◆ **Activity**
Pictures stay out. Everything else in the entries is copied exactly.

◆ **Task data**
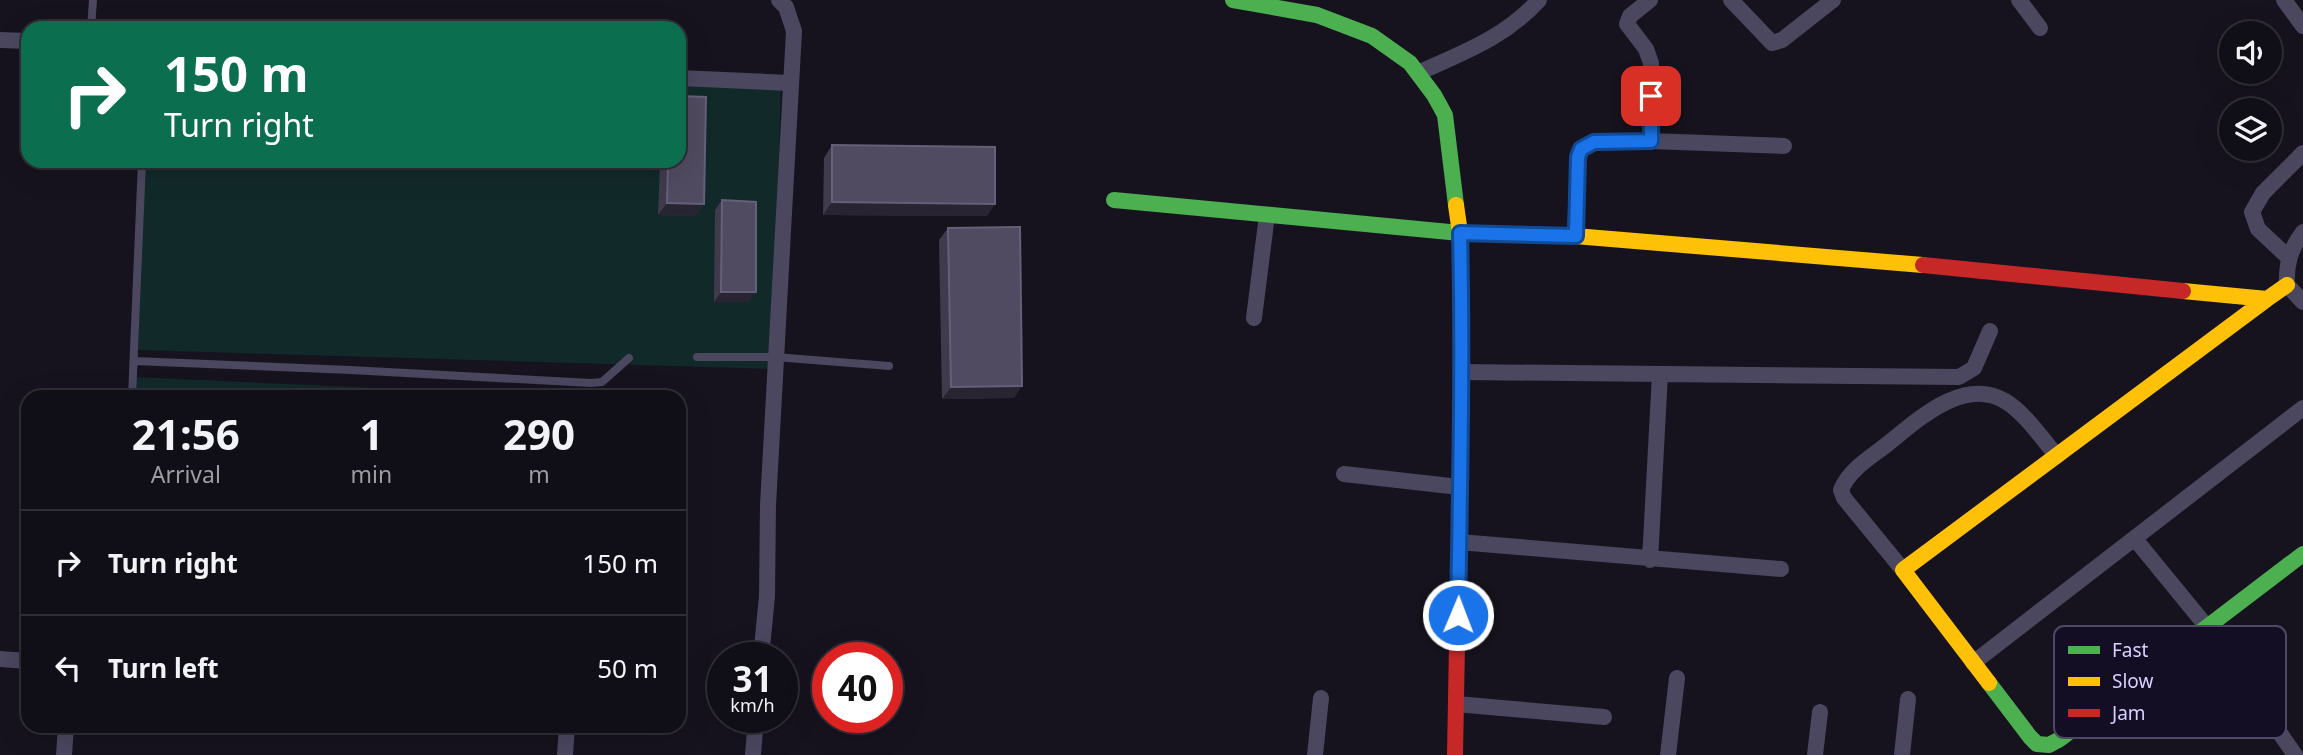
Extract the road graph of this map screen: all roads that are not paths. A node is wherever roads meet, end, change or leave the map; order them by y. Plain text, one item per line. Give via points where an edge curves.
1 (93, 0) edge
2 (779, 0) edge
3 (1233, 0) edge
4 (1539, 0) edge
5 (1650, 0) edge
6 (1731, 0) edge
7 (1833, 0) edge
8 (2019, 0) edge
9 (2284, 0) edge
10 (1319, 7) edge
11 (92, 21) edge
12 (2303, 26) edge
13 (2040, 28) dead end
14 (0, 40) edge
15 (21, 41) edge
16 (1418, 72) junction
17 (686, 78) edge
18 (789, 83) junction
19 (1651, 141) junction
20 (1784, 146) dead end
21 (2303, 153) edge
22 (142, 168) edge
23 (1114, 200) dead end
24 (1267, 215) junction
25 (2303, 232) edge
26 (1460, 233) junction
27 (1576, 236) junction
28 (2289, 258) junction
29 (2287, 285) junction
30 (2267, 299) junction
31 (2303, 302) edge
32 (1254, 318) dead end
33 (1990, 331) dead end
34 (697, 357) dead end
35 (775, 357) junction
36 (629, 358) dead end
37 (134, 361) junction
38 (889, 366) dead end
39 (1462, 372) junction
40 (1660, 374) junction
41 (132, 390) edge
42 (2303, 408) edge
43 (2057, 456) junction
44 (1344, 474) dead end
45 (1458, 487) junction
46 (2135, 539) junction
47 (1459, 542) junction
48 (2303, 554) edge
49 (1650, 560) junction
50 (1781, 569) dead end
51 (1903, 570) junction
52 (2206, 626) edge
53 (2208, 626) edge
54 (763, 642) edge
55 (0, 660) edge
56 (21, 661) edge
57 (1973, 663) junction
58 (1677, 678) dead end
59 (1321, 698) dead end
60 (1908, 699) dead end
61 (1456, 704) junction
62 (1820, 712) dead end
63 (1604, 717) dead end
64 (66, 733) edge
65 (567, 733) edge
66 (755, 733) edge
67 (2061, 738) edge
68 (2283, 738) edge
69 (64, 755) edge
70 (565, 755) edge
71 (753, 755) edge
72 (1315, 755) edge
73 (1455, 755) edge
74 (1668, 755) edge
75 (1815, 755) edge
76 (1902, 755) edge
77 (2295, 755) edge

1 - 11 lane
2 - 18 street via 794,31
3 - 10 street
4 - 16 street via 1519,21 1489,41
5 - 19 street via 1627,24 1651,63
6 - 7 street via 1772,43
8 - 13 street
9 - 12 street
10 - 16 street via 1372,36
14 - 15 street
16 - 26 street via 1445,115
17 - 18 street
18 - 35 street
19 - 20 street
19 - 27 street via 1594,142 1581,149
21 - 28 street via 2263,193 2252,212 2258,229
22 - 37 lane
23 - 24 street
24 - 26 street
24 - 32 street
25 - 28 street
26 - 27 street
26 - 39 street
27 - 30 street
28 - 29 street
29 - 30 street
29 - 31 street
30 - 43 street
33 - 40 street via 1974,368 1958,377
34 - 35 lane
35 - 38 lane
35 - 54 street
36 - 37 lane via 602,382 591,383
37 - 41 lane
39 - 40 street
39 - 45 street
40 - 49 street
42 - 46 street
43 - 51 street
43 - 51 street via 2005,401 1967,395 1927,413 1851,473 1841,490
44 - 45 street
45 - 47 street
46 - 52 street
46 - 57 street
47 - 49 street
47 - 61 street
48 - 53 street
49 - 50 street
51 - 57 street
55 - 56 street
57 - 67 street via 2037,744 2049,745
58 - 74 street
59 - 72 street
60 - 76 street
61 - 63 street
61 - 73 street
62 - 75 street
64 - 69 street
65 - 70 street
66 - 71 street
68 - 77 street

◆ **Result**
Extract the road graph of this map screen: all roads that are not paths. A node is wherever roads meet, end, change or leave the map; order them by y. Plain text, one item per line. Give via points where an edge curves.
1 (93, 0) edge
2 (779, 0) edge
3 (1233, 0) edge
4 (1539, 0) edge
5 (1650, 0) edge
6 (1731, 0) edge
7 (1833, 0) edge
8 (2019, 0) edge
9 (2284, 0) edge
10 (1319, 7) edge
11 (92, 21) edge
12 (2303, 26) edge
13 (2040, 28) dead end
14 (0, 40) edge
15 (21, 41) edge
16 (1418, 72) junction
17 (686, 78) edge
18 (789, 83) junction
19 (1651, 141) junction
20 (1784, 146) dead end
21 (2303, 153) edge
22 (142, 168) edge
23 (1114, 200) dead end
24 (1267, 215) junction
25 (2303, 232) edge
26 (1460, 233) junction
27 (1576, 236) junction
28 (2289, 258) junction
29 (2287, 285) junction
30 (2267, 299) junction
31 (2303, 302) edge
32 (1254, 318) dead end
33 (1990, 331) dead end
34 (697, 357) dead end
35 (775, 357) junction
36 (629, 358) dead end
37 (134, 361) junction
38 (889, 366) dead end
39 (1462, 372) junction
40 (1660, 374) junction
41 (132, 390) edge
42 (2303, 408) edge
43 (2057, 456) junction
44 (1344, 474) dead end
45 (1458, 487) junction
46 (2135, 539) junction
47 (1459, 542) junction
48 (2303, 554) edge
49 (1650, 560) junction
50 (1781, 569) dead end
51 (1903, 570) junction
52 (2206, 626) edge
53 (2208, 626) edge
54 (763, 642) edge
55 (0, 660) edge
56 (21, 661) edge
57 (1973, 663) junction
58 (1677, 678) dead end
59 (1321, 698) dead end
60 (1908, 699) dead end
61 (1456, 704) junction
62 (1820, 712) dead end
63 (1604, 717) dead end
64 (66, 733) edge
65 (567, 733) edge
66 (755, 733) edge
67 (2061, 738) edge
68 (2283, 738) edge
69 (64, 755) edge
70 (565, 755) edge
71 (753, 755) edge
72 (1315, 755) edge
73 (1455, 755) edge
74 (1668, 755) edge
75 (1815, 755) edge
76 (1902, 755) edge
77 (2295, 755) edge

1 - 11 lane
2 - 18 street via 794,31
3 - 10 street
4 - 16 street via 1519,21 1489,41
5 - 19 street via 1627,24 1651,63
6 - 7 street via 1772,43
8 - 13 street
9 - 12 street
10 - 16 street via 1372,36
14 - 15 street
16 - 26 street via 1445,115
17 - 18 street
18 - 35 street
19 - 20 street
19 - 27 street via 1594,142 1581,149
21 - 28 street via 2263,193 2252,212 2258,229
22 - 37 lane
23 - 24 street
24 - 26 street
24 - 32 street
25 - 28 street
26 - 27 street
26 - 39 street
27 - 30 street
28 - 29 street
29 - 30 street
29 - 31 street
30 - 43 street
33 - 40 street via 1974,368 1958,377
34 - 35 lane
35 - 38 lane
35 - 54 street
36 - 37 lane via 602,382 591,383
37 - 41 lane
39 - 40 street
39 - 45 street
40 - 49 street
42 - 46 street
43 - 51 street
43 - 51 street via 2005,401 1967,395 1927,413 1851,473 1841,490
44 - 45 street
45 - 47 street
46 - 52 street
46 - 57 street
47 - 49 street
47 - 61 street
48 - 53 street
49 - 50 street
51 - 57 street
55 - 56 street
57 - 67 street via 2037,744 2049,745
58 - 74 street
59 - 72 street
60 - 76 street
61 - 63 street
61 - 73 street
62 - 75 street
64 - 69 street
65 - 70 street
66 - 71 street
68 - 77 street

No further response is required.